Pediatric CA & Subsequent Pregnancy

Chemotherapy for Pediatric Cancer Does Not Affect Subsequent Pregnancy

NEW YORK Nov 06, 2002 (Reuters Health) - Female survivors of childhood cancer who were treated with chemotherapeutic agents do not have an increased risk of adverse pregnancy outcomes, according to a report in the October issue of the American Journal of Obstetrics and Gynecology.

However, pelvic irradiation does seem to increase the likelihood of having a low birth weight infant.

Dr. Daniel M. Green, of Roswell Park Cancer Institute, Buffalo, New York, and colleagues examined the effect of prior radiation therapy or chemotherapy for childhood cancer on pregnancy loss, live births, and birth weight.

They reviewed medical records and pregnancy outcomes of females in the Childhood Cancer Survivor Study (CCSS) who completed questionnaires.

The researchers note that 4029 pregnancies were reported by 1915 women. Sixty-three percent resulted in live births, 1% in stillbirths, 15% miscarriages, 17% abortions, and 3% unknown or in gestation.

"The rate of live birth was not lower and the rate of stillbirth was not higher for the patients treated with any particular chemotherapeutic agent in comparison to those who had not been treated with the agent," Dr. Green and colleagues report.

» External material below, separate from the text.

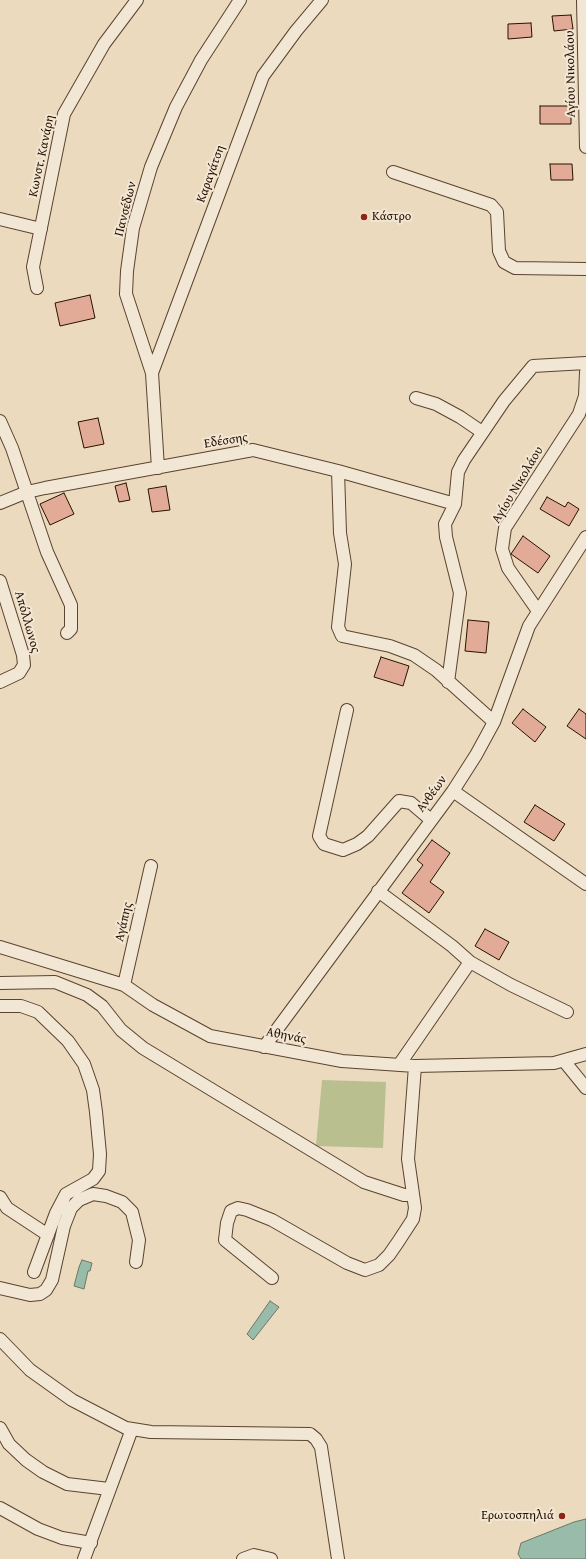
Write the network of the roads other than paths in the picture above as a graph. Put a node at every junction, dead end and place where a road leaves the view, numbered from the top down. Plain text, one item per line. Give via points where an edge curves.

The offspring of women who received pelvic irradiation were more likely to weigh less than 2500 g at birth (RR 1.85).

There was an increased risk of miscarriage among women whose ovaries were in the radiation therapy field (relative risk [RR] 1.86) or near the field (RR 1.64). However, none of these differences were statistically significant.

The risk was not increased in women whose ovaries were shielded (RR 0.90) compared with patients who did not receive radiation therapy.

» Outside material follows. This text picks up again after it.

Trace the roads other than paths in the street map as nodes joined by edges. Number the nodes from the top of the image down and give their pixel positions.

The investigators believe that the findings "are reassuring and generally support the conclusion that prior treatment with chemotherapeutic agents does not adversely affect pregnancy outcome."

However, they add that patients and their physicians should be aware of potential complications related to prior pelvic irradiation.

SOURCE:

American Journal of Obstetrics and Gynecology 2002;187:1070-1080.